▶ Work task: Please report how many lines of the listing contain the string "canvas", giving the number only.

Task input Start Marker

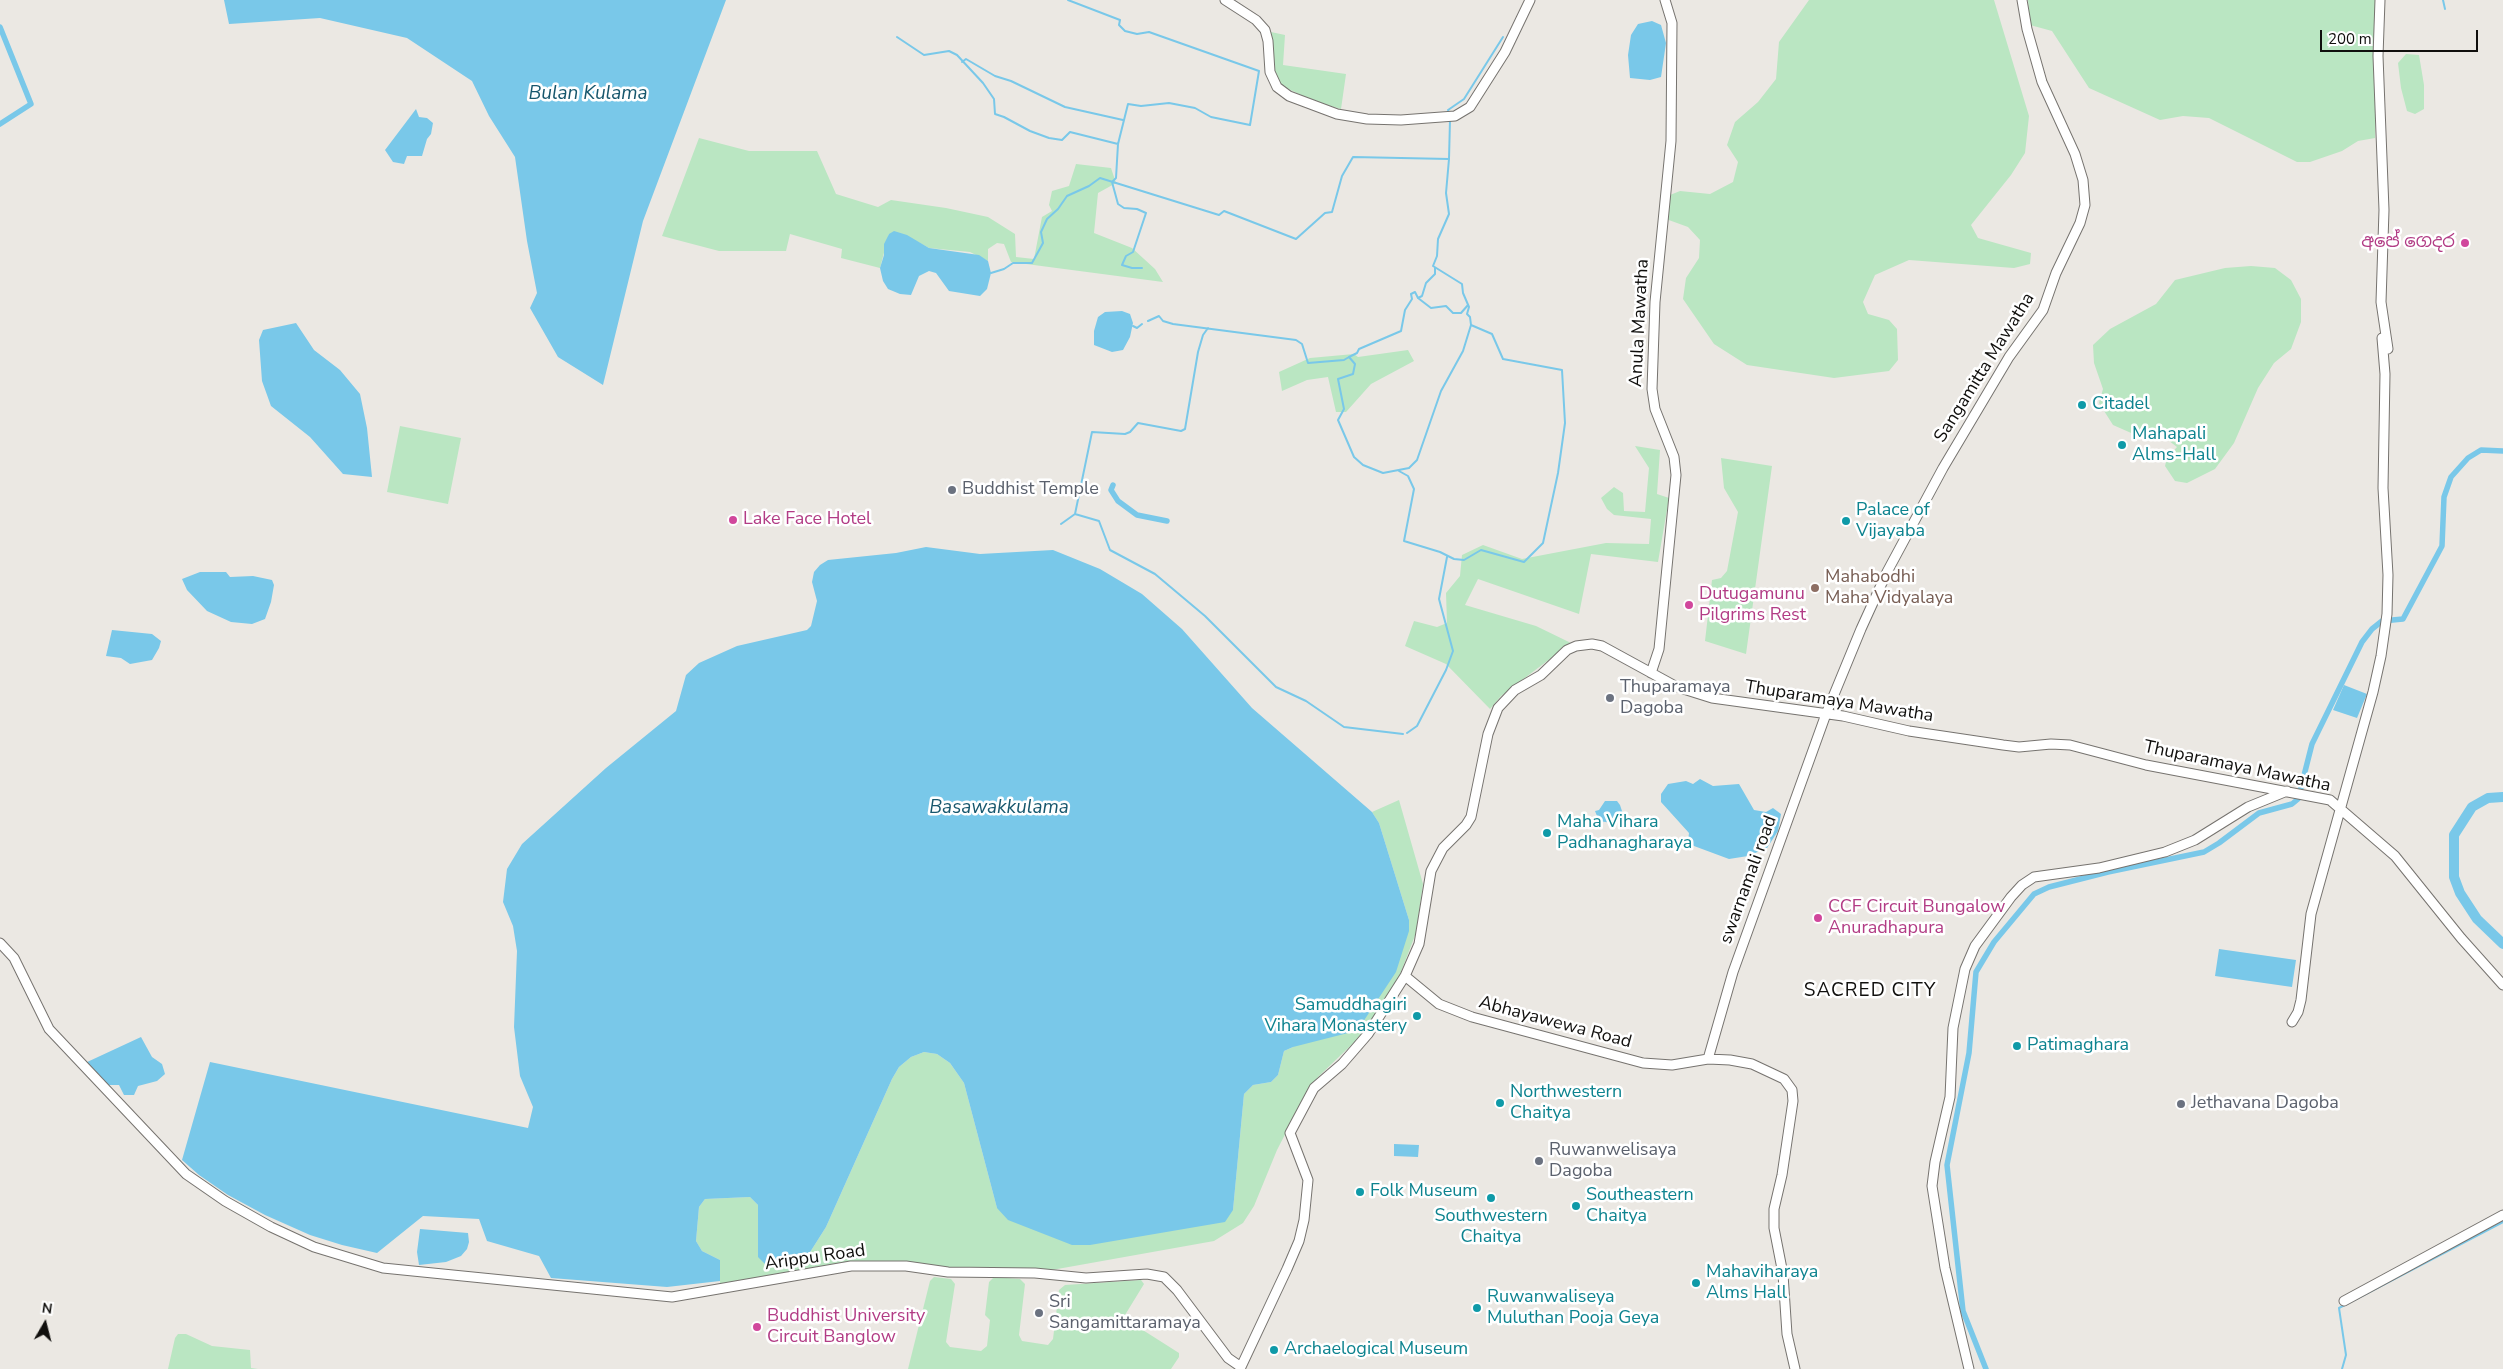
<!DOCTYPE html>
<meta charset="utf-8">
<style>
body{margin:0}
#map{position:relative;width:2503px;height:1369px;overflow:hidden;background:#ebe8e3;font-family:"Nunito Sans",sans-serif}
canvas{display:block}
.north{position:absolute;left:20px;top:1299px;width:50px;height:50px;-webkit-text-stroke:4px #fff;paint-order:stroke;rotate:8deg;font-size:14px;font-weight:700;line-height:20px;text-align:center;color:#100f0d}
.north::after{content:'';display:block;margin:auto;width:18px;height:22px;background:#100f0d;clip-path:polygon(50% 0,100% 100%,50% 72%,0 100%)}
.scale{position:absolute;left:2320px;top:30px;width:158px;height:22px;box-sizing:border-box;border:2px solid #100f0d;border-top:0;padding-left:6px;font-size:15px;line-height:18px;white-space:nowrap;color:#100f0d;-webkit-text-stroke:4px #fff;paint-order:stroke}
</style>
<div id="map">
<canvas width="2503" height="1369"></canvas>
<div class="north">N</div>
<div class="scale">200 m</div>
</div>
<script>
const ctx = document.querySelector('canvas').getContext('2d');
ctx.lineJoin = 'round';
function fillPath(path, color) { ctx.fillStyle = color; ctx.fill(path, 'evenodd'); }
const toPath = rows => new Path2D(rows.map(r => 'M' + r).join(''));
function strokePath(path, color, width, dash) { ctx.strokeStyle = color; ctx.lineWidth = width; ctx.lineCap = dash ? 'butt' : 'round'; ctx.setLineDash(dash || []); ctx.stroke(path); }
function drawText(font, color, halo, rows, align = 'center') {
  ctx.font = font + ' "Nunito Sans","Noto Sans Sinhala",sans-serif'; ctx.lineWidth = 5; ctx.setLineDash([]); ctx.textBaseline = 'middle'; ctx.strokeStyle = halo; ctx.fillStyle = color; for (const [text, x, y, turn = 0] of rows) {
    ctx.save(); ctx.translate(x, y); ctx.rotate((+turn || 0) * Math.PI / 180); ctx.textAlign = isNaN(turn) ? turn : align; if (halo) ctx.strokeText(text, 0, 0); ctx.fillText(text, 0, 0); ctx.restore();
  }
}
const green = toPath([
 [1809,0,1994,0,2029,116,2025,153,2011,175,1971,225,1978,238,2031,253,2030,264,2014,268,1909,260,1875,275,1863,302,1868,314,1889,320,1897,329,1898,360,1889,371,1834,378,1747,365,1714,344,1683,299,1686,278,1699,258,1700,240,1688,227,1666,219,1670,195,1680,191,1710,194,1733,182,1738,162,1727,145,1735,122,1758,102,1776,79,1779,42],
 [2028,0,2377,0,2375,138,2358,141,2342,151,2310,162,2297,162,2209,118,2183,116,2160,120,2089,88,2052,31,2030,25],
 [1271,32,1285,35,1283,65,1346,74,1341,109,1316,102,1282,86,1274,75],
 [2406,54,2419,55,2424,85,2424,109,2415,114,2407,111,2401,88,2398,63],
 [699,138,749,151,817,151,836,194,878,207,891,200,946,208,988,217,1015,234,1016,257,1034,259,1042,217,1052,211,1049,205,1052,191,1069,186,1076,164,1111,168,1116,183,1098,193,1094,233,1132,248,1155,269,1163,282,1011,262,1004,244,997,243,988,249,988,261,970,252,929,248,918,242,889,234,880,268,841,258,842,249,790,234,786,251,719,251,662,236],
 [2251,266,2275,268,2291,280,2301,299,2301,322,2291,349,2274,363,2258,388,2234,443,2215,469,2187,483,2175,481,2165,466,2167,458,2177,447,2164,437,2138,436,2113,425,2099,403,2103,389,2094,363,2093,345,2110,329,2156,304,2175,280,2225,268],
 [1408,350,1414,361,1371,384,1346,412,1336,412,1328,377,1307,380,1282,391,1279,372,1310,358,1354,354,1358,357],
 [400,426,461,438,448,504,387,492],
 [1635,446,1660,450,1657,494,1669,498,1658,562,1591,554,1579,614,1478,579,1465,605,1536,626,1571,643,1501,696,1490,709,1446,664,1405,646,1414,621,1437,627,1447,623,1446,593,1460,576,1462,555,1483,545,1522,559,1606,543,1649,544,1651,519,1614,515,1607,509,1601,498,1614,487,1623,493,1624,511,1645,512,1649,468],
 [1721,458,1772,466,1746,654,1705,641,1712,580,1721,578,1727,571,1738,512,1724,488],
 [1399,800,1423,884,1416,933,1399,977,1366,1031,1319,1076,1308,1090,1277,1150,1254,1206,1243,1223,1214,1241,1035,1273,851,1266,720,1289,720,1260,702,1251,696,1241,699,1207,705,1199,750,1197,758,1205,758,1257,807,1257,826,1227,892,1079,899,1067,911,1057,924,1052,937,1054,950,1063,964,1083,997,1208,1233,1210,1244,1094,1253,1085,1271,1082,1278,1075,1284,1051,1293,1047,1409,920,1379,823,1372,812],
 [934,1277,951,1279,955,1284,946,1342,950,1347,981,1351,987,1346,990,1320,985,1315,989,1282,994,1277,1020,1279,1025,1284,1019,1335,1022,1341,1048,1345,1053,1339,1059,1290,1065,1285,1141,1280,1144,1284,1125,1315,1127,1320,1179,1353,1179,1357,1171,1369,908,1369,930,1281],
 [178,1334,186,1334,212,1346,250,1350,251,1368,258,1369,168,1369,175,1338]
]);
const water = toPath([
 [224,0,726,0,643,221,603,385,558,357,530,308,537,293,527,241,515,157,489,116,472,81,407,38,320,18,229,24],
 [1652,21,1661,25,1666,43,1661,77,1650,80,1630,78,1628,55,1631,35,1638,24],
 [416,109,419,117,427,118,433,123,431,134,427,139,422,156,407,156,404,164,393,162,385,150],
 [894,231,907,235,929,248,979,255,988,261,991,273,987,289,980,296,949,291,936,273,929,271,919,276,911,295,900,294,888,289,883,281,880,268,884,255,884,244,889,234],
 [1122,311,1130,314,1133,323,1130,337,1123,350,1112,352,1094,345,1094,331,1098,317,1105,312],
 [296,323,314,350,340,370,360,394,367,428,372,477,343,474,310,437,271,406,262,381,259,340,263,330],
 [926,547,980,554,1053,550,1100,569,1142,594,1182,629,1252,708,1372,812,1379,823,1409,920,1409,931,1396,972,1361,1025,1348,1033,1293,1047,1284,1051,1278,1075,1271,1082,1253,1085,1244,1094,1233,1210,1225,1222,1090,1245,1072,1245,1008,1220,997,1208,964,1083,950,1063,937,1054,924,1052,911,1057,899,1067,892,1079,826,1227,807,1257,800,1260,765,1264,758,1257,758,1205,750,1197,705,1199,699,1207,696,1241,702,1251,720,1260,720,1281,667,1287,551,1278,539,1256,487,1241,479,1219,423,1216,377,1253,342,1245,310,1235,265,1215,228,1195,199,1175,182,1160,210,1062,528,1128,533,1107,520,1076,514,1027,517,951,513,926,503,902,507,869,522,844,606,768,676,711,686,675,699,663,737,646,807,630,811,626,817,601,812,582,814,572,820,565,828,560,896,553],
 [200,572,226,572,230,577,253,576,272,580,274,585,271,602,265,619,252,624,231,622,207,611,187,590,182,579],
 [112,630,152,634,161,641,159,648,152,660,130,664,121,658,106,656],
 [2344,685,2367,694,2357,718,2333,710],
 [1700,779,1713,786,1739,784,1754,810,1766,812,1773,808,1781,814,1778,831,1767,848,1748,856,1729,859,1694,846,1688,841,1689,833,1661,802,1661,794,1668,784,1686,781,1693,784],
 [1605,801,1617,801,1620,805,1623,814,1620,821,1612,823,1599,821,1595,811,1599,810],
 [2219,949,2296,960,2292,987,2215,976],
 [141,1037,152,1057,162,1064,165,1074,157,1081,138,1086,134,1095,124,1095,119,1085,107,1085,85,1063],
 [1394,1144,1419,1145,1418,1157,1394,1156],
 [420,1229,468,1233,469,1242,467,1249,461,1256,446,1262,419,1265,417,1252]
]);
const stream = toPath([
 [1068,0,1120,20,1119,25,1125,31,1137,34,1149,32,1259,71,1250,125,1211,117,1195,108,1169,103,1141,106,1128,104,1118,144,1116,178,1112,182,1118,204,1124,208,1137,209,1146,213,1133,252,1126,256,1122,265,1132,268,1142,268],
 [2443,0,2445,9],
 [897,37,924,55,949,51,957,55,983,83,994,99,995,114,1004,117,1030,131,1049,138,1062,140,1070,132,1118,144],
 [962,62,966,59,995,76,1011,81,1065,107,1123,120],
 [1449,113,1448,110,1464,99,1503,37],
 [991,273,1004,269,1013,263,1032,263,1043,243,1041,232,1047,219,1058,209,1067,196,1089,186,1100,178,1219,215,1224,211,1296,239,1325,213,1332,212,1342,176,1353,157,1449,159,1450,120],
 [1418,298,1422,296,1426,283,1435,274,1435,268],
 [1468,305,1461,313,1453,313,1446,306,1431,308,1418,298,1415,292,1411,294,1412,299,1405,310,1401,331,1359,349,1357,353,1349,357,1355,364,1353,374,1338,379,1344,409,1338,420,1354,457,1363,465,1383,473,1409,468,1417,460,1441,391,1463,351,1471,325],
 [1148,321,1159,316,1163,321,1173,324,1296,340,1302,344,1308,363,1344,360,1349,357],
 [1133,326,1137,328,1142,324],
 [1399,471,1408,476,1414,489,1404,541,1440,552,1454,559,1464,560,1481,550,1524,562,1543,543,1558,473,1565,423,1562,370,1503,359,1492,334,1471,325,1470,317,1467,314,1469,307,1463,293,1462,284,1433,266,1437,256,1438,239,1449,214,1446,193,1449,159],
 [1075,514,1099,521,1110,550,1155,574,1205,616,1276,687,1306,701,1344,727,1403,734],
 [1061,524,1075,514,1092,432,1125,434,1130,432,1138,423,1181,431,1185,429,1198,352,1203,335,1208,328],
 [1407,733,1417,726,1446,670,1453,651,1439,599,1447,557],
 [2342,1369,2346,1355,2339,1308,2503,1222]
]);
const canal = toPath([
 [0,27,31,104,0,124],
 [1113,485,1111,490,1118,501,1137,515,1167,521],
 [1986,1369,1963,1311,1947,1165,1969,1053,1976,972,1994,942,2034,894,2049,887,2108,872,2204,852,2219,843,2259,813,2292,804,2298,799,2312,744,2362,642,2372,629,2382,621,2403,619,2442,546,2444,497,2451,477,2468,458,2481,450,2503,451]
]);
const river = toPath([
 [2503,797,2488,798,2472,807,2454,835,2454,877,2460,893,2477,919,2503,944]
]);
const secondary = toPath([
 [1225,0,1256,20,1265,30,1268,41,1270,72,1277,87,1289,96,1337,114,1367,119,1401,120,1455,116,1470,107,1505,52,1530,0],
 [1651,673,1659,649,1676,475,1674,457,1655,409,1652,389,1655,302,1671,141,1672,23,1665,0],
 [0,943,14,958,49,1029,186,1174,225,1201,271,1227,314,1247,383,1268,672,1297,851,1266,906,1266,948,1272,1035,1273,1086,1278,1147,1274,1164,1277,1177,1290,1228,1358,1241,1367],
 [1405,976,1439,1004,1472,1017,1643,1063,1672,1065,1708,1059,1730,1060,1752,1064,1784,1079,1792,1090,1793,1101,1782,1175,1774,1209,1774,1228,1783,1274,1787,1334,1795,1369],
 [2292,1022,2298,1012,2301,1000,2311,914,2373,692,2381,656,2387,614,2388,575,2383,488,2385,374,2382,338,2388,349,2381,302,2384,210,2378,56,2380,0],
 [1708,1059,1733,972,1826,714,1861,629,1887,572,1943,468,2009,357,2043,310,2056,273,2080,223,2085,205,2083,180,2075,154,2042,82,2027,29,2022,0],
 [2344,1301,2503,1215],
 [1240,1369,1287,1269,1299,1241,1304,1220,1308,1180,1290,1133,1314,1088,1342,1064,1368,1034,1405,976,1419,944,1431,871,1443,848,1466,825,1471,817,1488,734,1498,708,1515,690,1541,675,1567,650,1576,646,1592,644,1602,646,1677,687,1712,698,1843,716,1909,731,2003,745,2019,747,2051,744,2070,745,2146,765,2330,800,2395,856,2461,938,2503,985],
 [1969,1369,1945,1268,1932,1186,1935,1162,1950,1097,1953,1028,1965,969,1975,946,2011,897,2022,885,2034,877,2099,868,2165,852,2195,840,2248,807,2287,791]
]);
const markers = [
 [2465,243,5,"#d1479c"],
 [2082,405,5,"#0f9aa8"],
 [2122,445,5,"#0f9aa8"],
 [952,490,5,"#6b7280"],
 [733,520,5,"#d1479c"],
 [1846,521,5,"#0f9aa8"],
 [1815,588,5,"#8d6e63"],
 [1689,605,5,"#d1479c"],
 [1610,698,5,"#6b7280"],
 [1547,833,5,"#0f9aa8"],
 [1818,918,5,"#d1479c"],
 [1417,1016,5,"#0f9aa8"],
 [2017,1046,5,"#0f9aa8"],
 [1500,1103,5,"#0f9aa8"],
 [2181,1104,5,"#6b7280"],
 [1539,1161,5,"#6b7280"],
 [1360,1192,5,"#0f9aa8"],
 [1491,1198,5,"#0f9aa8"],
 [1576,1206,5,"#0f9aa8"],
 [1696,1283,5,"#0f9aa8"],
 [1477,1308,5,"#0f9aa8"],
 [1039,1313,5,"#6b7280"],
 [757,1327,5,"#d1479c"],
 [1274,1350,5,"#0f9aa8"]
];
const hotelNames = [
 ["අපේ ගෙදර",2455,243,"right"],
 ["Lake Face Hotel",743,520],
 ["Dutugamunu",1699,595],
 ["Pilgrims Rest",1699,616],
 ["CCF Circuit Bungalow",1828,908],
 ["Anuradhapura",1828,929],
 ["Buddhist University",767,1317],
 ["Circuit Banglow",767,1338]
];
const streetNames = [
 ["Anula Mawatha",1640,323,-87],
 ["Sangamitta Mawatha",1985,368,-58],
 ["Thuparamaya Mawatha",1839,702,9],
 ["Thuparamaya Mawatha",2237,767,12],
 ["swarnamali road",1749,880,-70],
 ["Abhayawewa Road",1555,1023,15],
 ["Arippu Road",815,1258,-8]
];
const cultureNames = [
 ["Citadel",2092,405],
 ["Mahapali",2132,435],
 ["Alms-Hall",2132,456],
 ["Palace of",1856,511],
 ["Vijayaba",1856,532],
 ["Maha Vihara",1557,823],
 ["Padhanagharaya",1557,844],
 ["Samuddhagiri",1407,1006,"right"],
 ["Vihara Monastery",1407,1027,"right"],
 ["Patimaghara",2027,1046],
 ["Northwestern",1510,1093],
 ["Chaitya",1510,1114],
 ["Folk Museum",1370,1192],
 ["Southeastern",1586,1196],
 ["Chaitya",1586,1217],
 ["Southwestern",1491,1217,"center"],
 ["Chaitya",1491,1238,"center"],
 ["Mahaviharaya",1706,1273],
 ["Alms Hall",1706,1294],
 ["Ruwanwaliseya",1487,1298],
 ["Muluthan Pooja Geya",1487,1319],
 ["Archaelogical Museum",1284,1350]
];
const worshipNames = [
 ["Buddhist Temple",962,490],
 ["Thuparamaya",1620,688],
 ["Dagoba",1620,709],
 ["Jethavana Dagoba",2191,1104],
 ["Ruwanwelisaya",1549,1151],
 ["Dagoba",1549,1172],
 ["Sri",1049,1303],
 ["Sangamittaramaya",1049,1324]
];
const educationNames = [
 ["Mahabodhi",1825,578],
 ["Maha Vidyalaya",1825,599]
];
const waterNames = [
 ["Bulan Kulama",588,94],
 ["Basawakkulama",999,808]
];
const neighbourhoodNames = [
 ["SACRED CITY",1870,991]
];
fillPath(green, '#bae6c2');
fillPath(water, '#79c8e9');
strokePath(stream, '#79c8e9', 2);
strokePath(canal, '#79c8e9', 5.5);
strokePath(river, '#79c8e9', 10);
strokePath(secondary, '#76736f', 11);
strokePath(secondary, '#fff', 9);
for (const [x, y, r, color] of markers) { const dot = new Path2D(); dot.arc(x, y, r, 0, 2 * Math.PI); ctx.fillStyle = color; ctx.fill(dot); strokePath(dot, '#fff', 2); }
drawText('18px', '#b23c85', '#fff', hotelNames, 'left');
drawText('18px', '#100f0d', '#fff', streetNames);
drawText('18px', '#0d838f', '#fff', cultureNames, 'left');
drawText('18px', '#5b616d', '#fff', worshipNames, 'left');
drawText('18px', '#785e54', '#fff', educationNames, 'left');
drawText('italic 19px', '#17576d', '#fff', waterNames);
ctx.letterSpacing = '1px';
drawText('19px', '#100f0d', '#fff', neighbourhoodNames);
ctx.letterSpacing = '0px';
</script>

Task input End Marker

▶ Task result: 3